Intervention de Antoine Lefèvre

Réunion du 2 mai 2019 à 14h30
Affectation des avoirs issus de la corruption transnationale — Adoption d'une proposition de loi dans le texte de la commission

Photo de Antoine LefèvreAntoine Lefèvre :

Monsieur le président, madame la secrétaire d’État, monsieur le président de la commission des finances, monsieur Jean-Pierre Sueur, auteur de la présente proposition de loi, mes chers collègues, aujourd’hui, lorsque la justice prononce la confiscation d’un bien, le produit de celle-ci revient au budget général de l’État, après une éventuelle indemnisation des parties civiles.

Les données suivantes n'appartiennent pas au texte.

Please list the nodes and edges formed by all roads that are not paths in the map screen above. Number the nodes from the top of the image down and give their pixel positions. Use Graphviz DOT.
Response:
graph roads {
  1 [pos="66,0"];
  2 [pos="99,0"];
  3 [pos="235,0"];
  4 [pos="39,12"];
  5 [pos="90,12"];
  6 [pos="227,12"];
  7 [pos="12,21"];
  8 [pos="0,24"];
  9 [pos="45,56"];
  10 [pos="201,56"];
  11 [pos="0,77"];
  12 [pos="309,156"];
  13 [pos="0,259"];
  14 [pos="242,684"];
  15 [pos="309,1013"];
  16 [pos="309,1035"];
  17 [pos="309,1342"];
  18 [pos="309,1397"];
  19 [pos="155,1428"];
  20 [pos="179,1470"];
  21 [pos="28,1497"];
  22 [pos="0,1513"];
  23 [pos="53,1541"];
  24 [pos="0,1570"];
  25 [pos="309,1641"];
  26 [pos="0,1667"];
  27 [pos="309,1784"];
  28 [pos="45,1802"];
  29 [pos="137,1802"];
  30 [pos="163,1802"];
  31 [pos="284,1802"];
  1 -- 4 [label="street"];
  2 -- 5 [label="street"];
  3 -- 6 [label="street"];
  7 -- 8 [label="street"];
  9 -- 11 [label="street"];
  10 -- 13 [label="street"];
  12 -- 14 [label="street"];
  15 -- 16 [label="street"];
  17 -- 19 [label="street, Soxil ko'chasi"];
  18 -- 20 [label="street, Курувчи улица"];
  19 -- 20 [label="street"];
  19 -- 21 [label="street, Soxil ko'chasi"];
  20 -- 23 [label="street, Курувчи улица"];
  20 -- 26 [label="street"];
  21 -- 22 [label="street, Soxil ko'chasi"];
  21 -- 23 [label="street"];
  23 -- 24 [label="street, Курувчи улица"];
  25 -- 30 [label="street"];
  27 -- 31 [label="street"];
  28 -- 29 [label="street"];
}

Cette affectation à l’État français est moralement difficile à admettre lorsque les biens confisqués sont issus de la corruption dont profitent certains personnages de haut rang au détriment de leur population, qui figure souvent parmi les plus pauvres de la planète. Cette situation, moralement injustifiable, a conduit le tribunal correctionnel de Paris à faire, en 2017, un appel du pied à destination du législateur, dans une affaire concernant la Guinée équatoriale ; Jean-Pierre Sueur vient d’en parler.

La proposition de loi de notre collègue que nous examinons aujourd’hui s’inscrit dans ce contexte ; il s’agit de proposer un cadre juridique permettant de rendre aux populations victimes de la corruption les confiscations prononcées par les juridictions françaises dans les affaires dites des biens mal acquis. Cette proposition de loi vise à répondre, certes imparfaitement, à cette attente.

Toutefois, la commission des finances a relevé un certain de nombre de difficultés posées par ce texte, sur le plan juridique et opérationnel.

Ainsi, l’article 1er de la proposition de loi prévoit d’affecter les sommes concernées à « l’amélioration des conditions de vie des populations et au renforcement de l’État de droit ainsi qu’à la lutte contre la corruption » dans le pays victime. On se heurte ici à la principale difficulté, d’ordre pratique : à qui doit-on effectivement affecter ces sommes ? À l’État, au risque d’alimenter de nouveau les circuits de corruption ? En outre, quid des États faillis ? Comment associer les acteurs locaux et contrôler l’utilisation des fonds ? Enfin, comment articuler de tels programmes avec notre action diplomatique ?

Ces questions ne sont pas théoriques, comme le montre le cas récent de la saisie de biens appartenant à l’oncle de Bachar el-Assad : si des confiscations étaient prononcées par la justice française dans cette affaire, comment s’assurerait-on de l’affectation de leur produit à la population syrienne ?

Au regard de l’expérience de la Suisse, particulièrement engagée, compte tenu de son activité bancaire, sur ce sujet, il semble qu’il faille faire preuve de souplesse et de pragmatisme en l’espèce. Il pourrait être envisagé de s’appuyer sur l’Agence française de développement, compétente en matière d’aide au développement. Toutefois, il conviendrait de s’assurer que les crédits reviennent bien aux pays victimes sans être noyés dans ceux de l’Agence et, surtout, qu’il s’agit bien de crédits s’ajoutant à ceux qui sont engagés par la France au titre de l’aide publique au développement.

Cela dit, en raison notamment des prescriptions de la loi organique relative aux lois de finances, la commission des finances n’a pas été en mesure de proposer des modalités satisfaisantes d’affectation aux populations victimes par le biais de l’Agence française de développement.

J’indique, sans m’y attarder, les autres problèmes identifiés.

D’abord, le champ des confiscations concernées mériterait d’être précisé ; en particulier, la référence à la notion de « personnes étrangères politiquement exposées » devrait sans doute être revue.

Ensuite, il conviendrait de déterminer le rôle joué par l’Agrasc dans cette procédure ; si l’Agence est capable d’identifier les confiscations devant être reversées aux populations victimes, elle n’est pas nécessairement l’institution la mieux à même de décider des modalités d’affectation à ces dernières, car elle n’a pas de compétences propres en matière d’aide au développement.

Enfin, la commission des finances a émis des doutes sur la mécanique budgétaire retenue.

Le prochain G7 sera organisé cet été à Biarritz, sous présidence française, et il traitera, entre autres, des moyens de lutter contre la corruption. Dans ce contexte, malgré les problèmes posés par le texte qui nous est soumis, il nous semble important d’envoyer un signal politique fort, indiquant que notre pays est prêt à s’engager à restituer aux populations victimes le produit des confiscations résultant de la corruption.

Madame la secrétaire d’État, nous avons besoin de vous pour traduire ce principe dans le droit. Nous vous invitons donc à saisir l’occasion de la discussion de cette proposition de loi pour que le Gouvernement s’engage, dès aujourd’hui, à s’emparer du sujet, afin que nous soyons en mesure de proposer un dispositif pleinement satisfaisant lors de l’examen du prochain projet de loi de finances.